**WORK TO BE COMPLETED**
Exact reproduction of all the entries is required, without any of their pictures.

**DATA SUPPLIED**

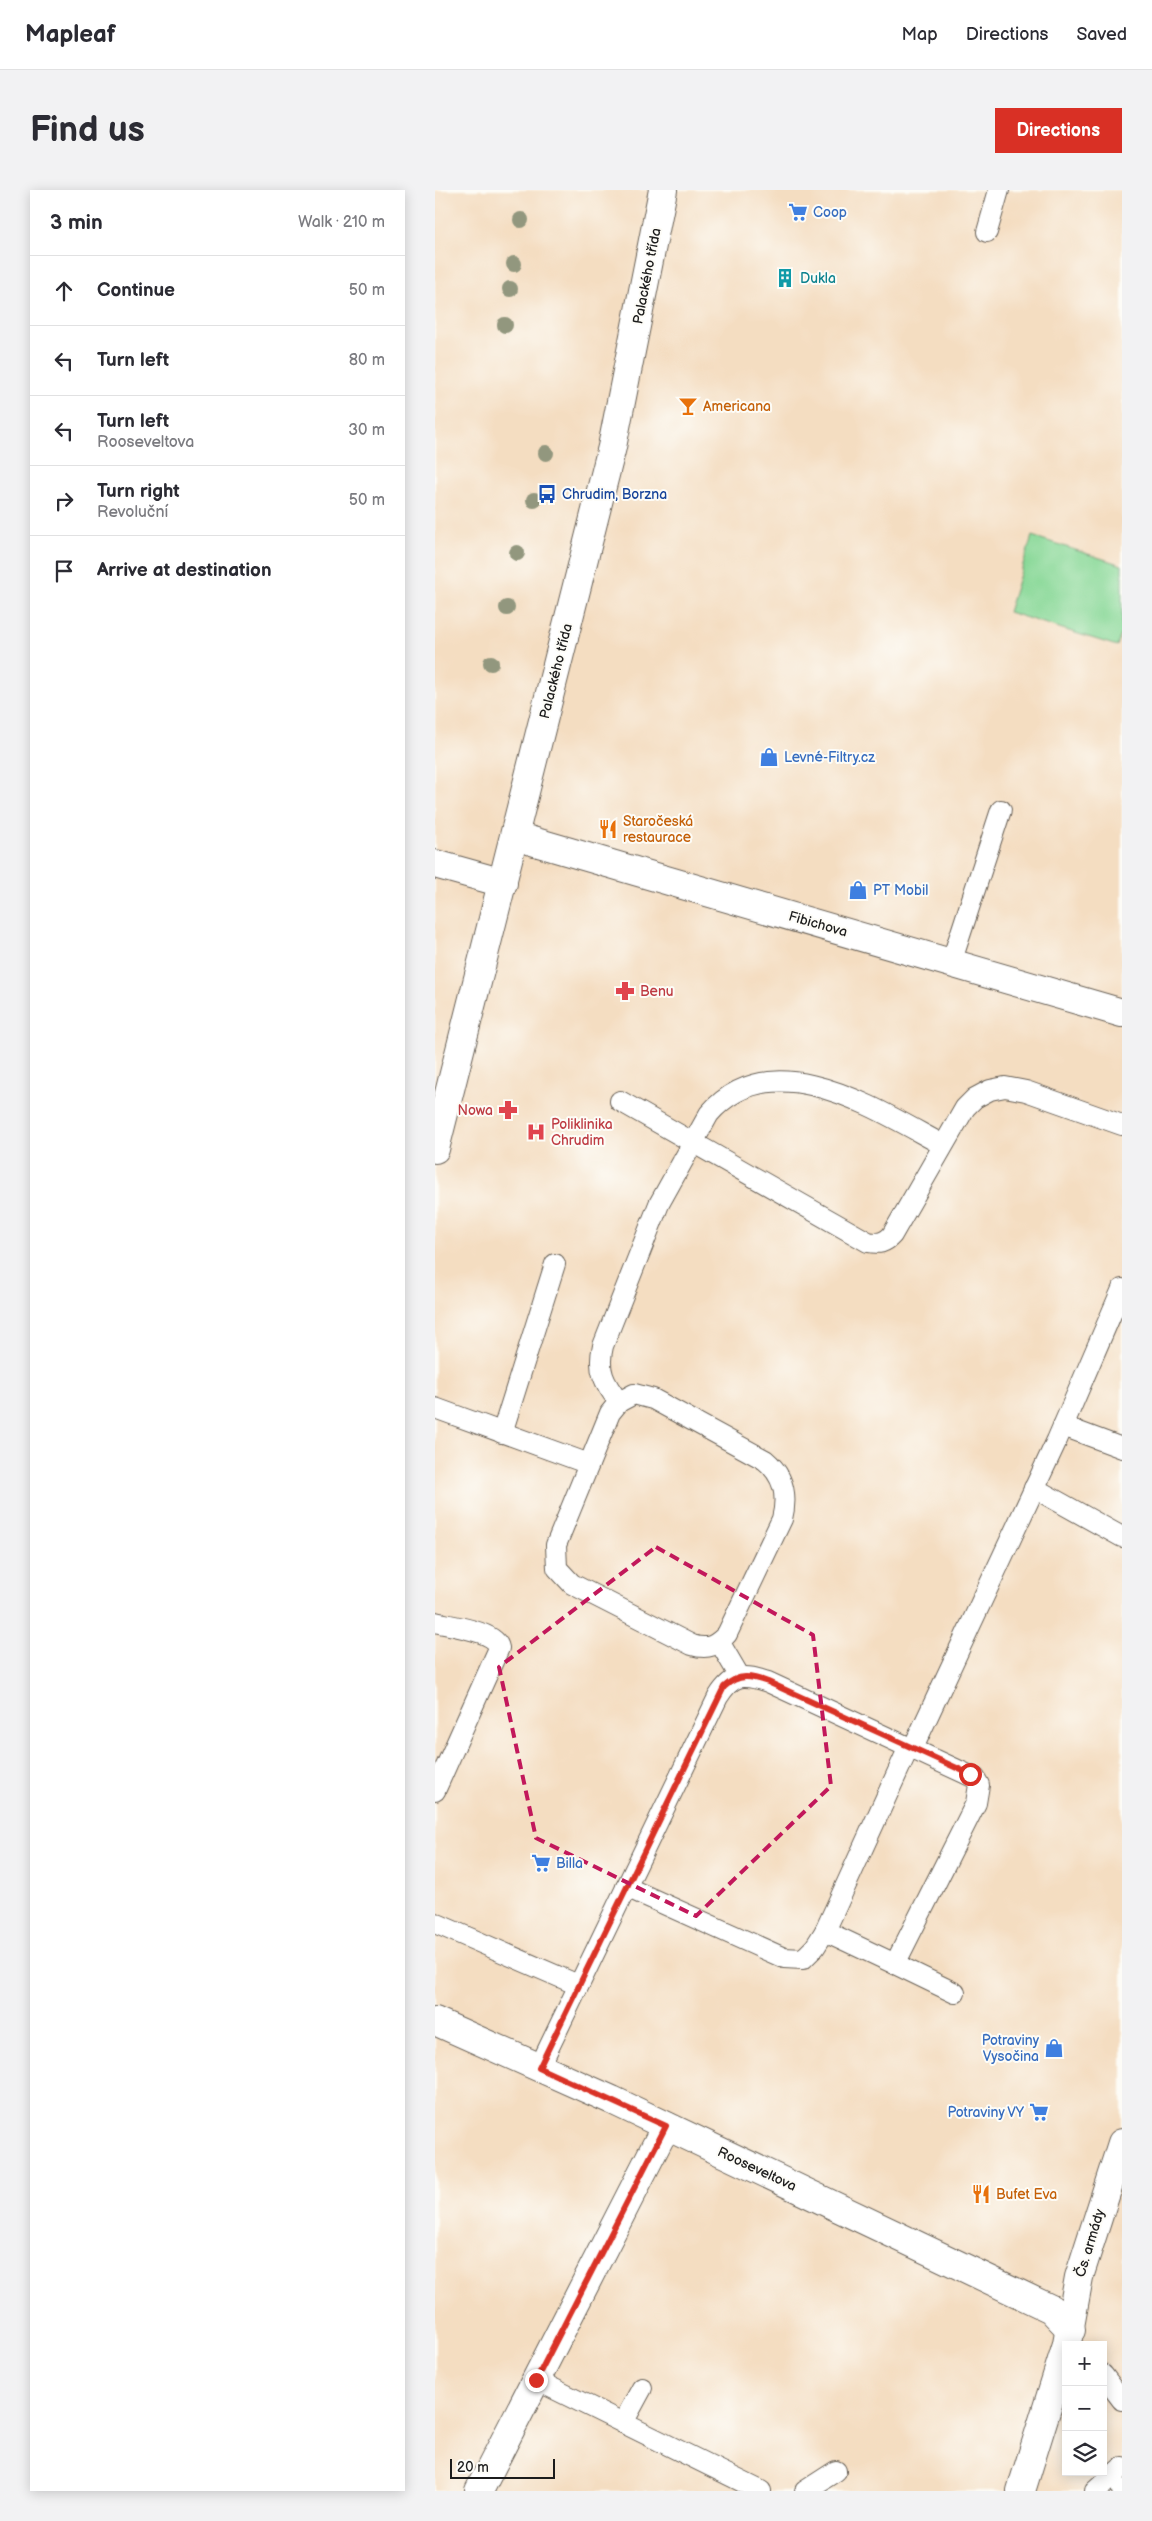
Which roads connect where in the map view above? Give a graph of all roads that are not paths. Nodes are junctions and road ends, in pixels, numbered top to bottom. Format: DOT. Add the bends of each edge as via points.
graph roads {
  1 [pos="663,190"];
  2 [pos="999,190"];
  3 [pos="987,232"];
  4 [pos="1001,810"];
  5 [pos="515,836"];
  6 [pos="435,864"];
  7 [pos="503,883"];
  8 [pos="951,963"];
  9 [pos="1122,1013"];
  10 [pos="620,1101"];
  11 [pos="1122,1126"];
  12 [pos="693,1143"];
  13 [pos="943,1145"];
  14 [pos="435,1149"];
  15 [pos="555,1264"];
  16 [pos="1122,1289"];
  17 [pos="619,1402"];
  18 [pos="435,1408"];
  19 [pos="1063,1426"];
  20 [pos="502,1433"];
  21 [pos="1122,1448"];
  22 [pos="589,1464"];
  23 [pos="1034,1488"];
  24 [pos="1122,1537"];
  25 [pos="435,1622"];
  26 [pos="720,1643"];
  27 [pos="740,1677"];
  28 [pos="911,1747"];
  29 [pos="435,1791"];
  30 [pos="625,1886"];
  31 [pos="435,1923"];
  32 [pos="825,1931"];
  33 [pos="895,1964"];
  34 [pos="578,1985"];
  35 [pos="955,1993"];
  36 [pos="435,2021"];
  37 [pos="539,2068"];
  38 [pos="666,2126"];
  39 [pos="1122,2143"];
  40 [pos="1070,2341"];
  41 [pos="1071,2341"];
  42 [pos="1062,2369"];
  43 [pos="536,2380"];
  44 [pos="1107,2380"];
  45 [pos="642,2388"];
  46 [pos="1122,2400"];
  47 [pos="623,2423"];
  48 [pos="1122,2467"];
  49 [pos="836,2471"];
  50 [pos="479,2491"];
  51 [pos="761,2491"];
  52 [pos="805,2491"];
  53 [pos="1021,2491"];
  54 [pos="1095,2491"];
  1 -- 5 [label="street, Palackého třída" via="612,447"];
  2 -- 3 [label="lane"];
  4 -- 8 [label="lane"];
  5 -- 7 [label="street, Palackého třída"];
  5 -- 8 [label="street, Fibichova"];
  6 -- 7 [label="street"];
  7 -- 14 [label="street, Palackého třída"];
  8 -- 9 [label="street, Fibichova"];
  10 -- 12 [label="lane"];
  11 -- 13 [label="lane" via="1026,1091 1005,1087 975,1098 965,1108"];
  12 -- 13 [label="lane" via="718,1104 740,1090 779,1080 849,1097"];
  12 -- 13 [label="lane" via="868,1242 878,1243 893,1236"];
  12 -- 17 [label="lane" via="652,1221 603,1346 600,1358 602,1376"];
  15 -- 20 [label="lane"];
  16 -- 19 [label="lane"];
  17 -- 22 [label="lane" via="610,1413"];
  17 -- 26 [label="lane" via="634,1394 653,1399 765,1460 779,1476 785,1495 782,1519"];
  18 -- 20 [label="lane"];
  19 -- 21 [label="lane"];
  19 -- 23 [label="lane"];
  20 -- 22 [label="lane"];
  22 -- 26 [label="lane" via="556,1545 557,1568 572,1584 692,1645 702,1648"];
  23 -- 24 [label="lane"];
  23 -- 28 [label="lane"];
  25 -- 29 [label="lane" via="486,1634 495,1639 499,1648"];
  26 -- 27 [label="lane"];
  27 -- 28 [label="lane" via="749,1676 768,1682"];
  27 -- 30 [label="lane" via="731,1681 718,1697"];
  28 -- 32 [label="lane"];
  28 -- 33 [label="lane" via="970,1774 979,1786 979,1794"];
  30 -- 32 [label="lane" via="792,1960 803,1959 809,1954"];
  30 -- 34 [label="lane"];
  31 -- 34 [label="lane"];
  32 -- 33 [label="lane"];
  33 -- 35 [label="lane"];
  34 -- 37 [label="lane"];
  36 -- 37 [label="street, Rooseveltova"];
  37 -- 38 [label="street, Rooseveltova"];
  38 -- 40 [label="street, Rooseveltova" via="1051,2308"];
  38 -- 43 [label="street"];
  39 -- 41 [label="street, Čs. armády" via="1079,2278"];
  42 -- 53 [label="street, Čs. armády"];
  43 -- 47 [label="lane"];
  43 -- 50 [label="street"];
  44 -- 46 [label="lane"];
  45 -- 47 [label="lane"];
  47 -- 51 [label="lane"];
  48 -- 54 [label="lane"];
  49 -- 52 [label="lane"];
}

**SOLUTION TO THE EXERCISE**
Which roads connect where in the map view above? Give a graph of all roads that are not paths. Nodes are junctions and road ends, in pixels, numbered top to bottom. Format: DOT. Add the bends of each edge as via points.
graph roads {
  1 [pos="663,190"];
  2 [pos="999,190"];
  3 [pos="987,232"];
  4 [pos="1001,810"];
  5 [pos="515,836"];
  6 [pos="435,864"];
  7 [pos="503,883"];
  8 [pos="951,963"];
  9 [pos="1122,1013"];
  10 [pos="620,1101"];
  11 [pos="1122,1126"];
  12 [pos="693,1143"];
  13 [pos="943,1145"];
  14 [pos="435,1149"];
  15 [pos="555,1264"];
  16 [pos="1122,1289"];
  17 [pos="619,1402"];
  18 [pos="435,1408"];
  19 [pos="1063,1426"];
  20 [pos="502,1433"];
  21 [pos="1122,1448"];
  22 [pos="589,1464"];
  23 [pos="1034,1488"];
  24 [pos="1122,1537"];
  25 [pos="435,1622"];
  26 [pos="720,1643"];
  27 [pos="740,1677"];
  28 [pos="911,1747"];
  29 [pos="435,1791"];
  30 [pos="625,1886"];
  31 [pos="435,1923"];
  32 [pos="825,1931"];
  33 [pos="895,1964"];
  34 [pos="578,1985"];
  35 [pos="955,1993"];
  36 [pos="435,2021"];
  37 [pos="539,2068"];
  38 [pos="666,2126"];
  39 [pos="1122,2143"];
  40 [pos="1070,2341"];
  41 [pos="1071,2341"];
  42 [pos="1062,2369"];
  43 [pos="536,2380"];
  44 [pos="1107,2380"];
  45 [pos="642,2388"];
  46 [pos="1122,2400"];
  47 [pos="623,2423"];
  48 [pos="1122,2467"];
  49 [pos="836,2471"];
  50 [pos="479,2491"];
  51 [pos="761,2491"];
  52 [pos="805,2491"];
  53 [pos="1021,2491"];
  54 [pos="1095,2491"];
  1 -- 5 [label="street, Palackého třída" via="612,447"];
  2 -- 3 [label="lane"];
  4 -- 8 [label="lane"];
  5 -- 7 [label="street, Palackého třída"];
  5 -- 8 [label="street, Fibichova"];
  6 -- 7 [label="street"];
  7 -- 14 [label="street, Palackého třída"];
  8 -- 9 [label="street, Fibichova"];
  10 -- 12 [label="lane"];
  11 -- 13 [label="lane" via="1026,1091 1005,1087 975,1098 965,1108"];
  12 -- 13 [label="lane" via="718,1104 740,1090 779,1080 849,1097"];
  12 -- 13 [label="lane" via="868,1242 878,1243 893,1236"];
  12 -- 17 [label="lane" via="652,1221 603,1346 600,1358 602,1376"];
  15 -- 20 [label="lane"];
  16 -- 19 [label="lane"];
  17 -- 22 [label="lane" via="610,1413"];
  17 -- 26 [label="lane" via="634,1394 653,1399 765,1460 779,1476 785,1495 782,1519"];
  18 -- 20 [label="lane"];
  19 -- 21 [label="lane"];
  19 -- 23 [label="lane"];
  20 -- 22 [label="lane"];
  22 -- 26 [label="lane" via="556,1545 557,1568 572,1584 692,1645 702,1648"];
  23 -- 24 [label="lane"];
  23 -- 28 [label="lane"];
  25 -- 29 [label="lane" via="486,1634 495,1639 499,1648"];
  26 -- 27 [label="lane"];
  27 -- 28 [label="lane" via="749,1676 768,1682"];
  27 -- 30 [label="lane" via="731,1681 718,1697"];
  28 -- 32 [label="lane"];
  28 -- 33 [label="lane" via="970,1774 979,1786 979,1794"];
  30 -- 32 [label="lane" via="792,1960 803,1959 809,1954"];
  30 -- 34 [label="lane"];
  31 -- 34 [label="lane"];
  32 -- 33 [label="lane"];
  33 -- 35 [label="lane"];
  34 -- 37 [label="lane"];
  36 -- 37 [label="street, Rooseveltova"];
  37 -- 38 [label="street, Rooseveltova"];
  38 -- 40 [label="street, Rooseveltova" via="1051,2308"];
  38 -- 43 [label="street"];
  39 -- 41 [label="street, Čs. armády" via="1079,2278"];
  42 -- 53 [label="street, Čs. armády"];
  43 -- 47 [label="lane"];
  43 -- 50 [label="street"];
  44 -- 46 [label="lane"];
  45 -- 47 [label="lane"];
  47 -- 51 [label="lane"];
  48 -- 54 [label="lane"];
  49 -- 52 [label="lane"];
}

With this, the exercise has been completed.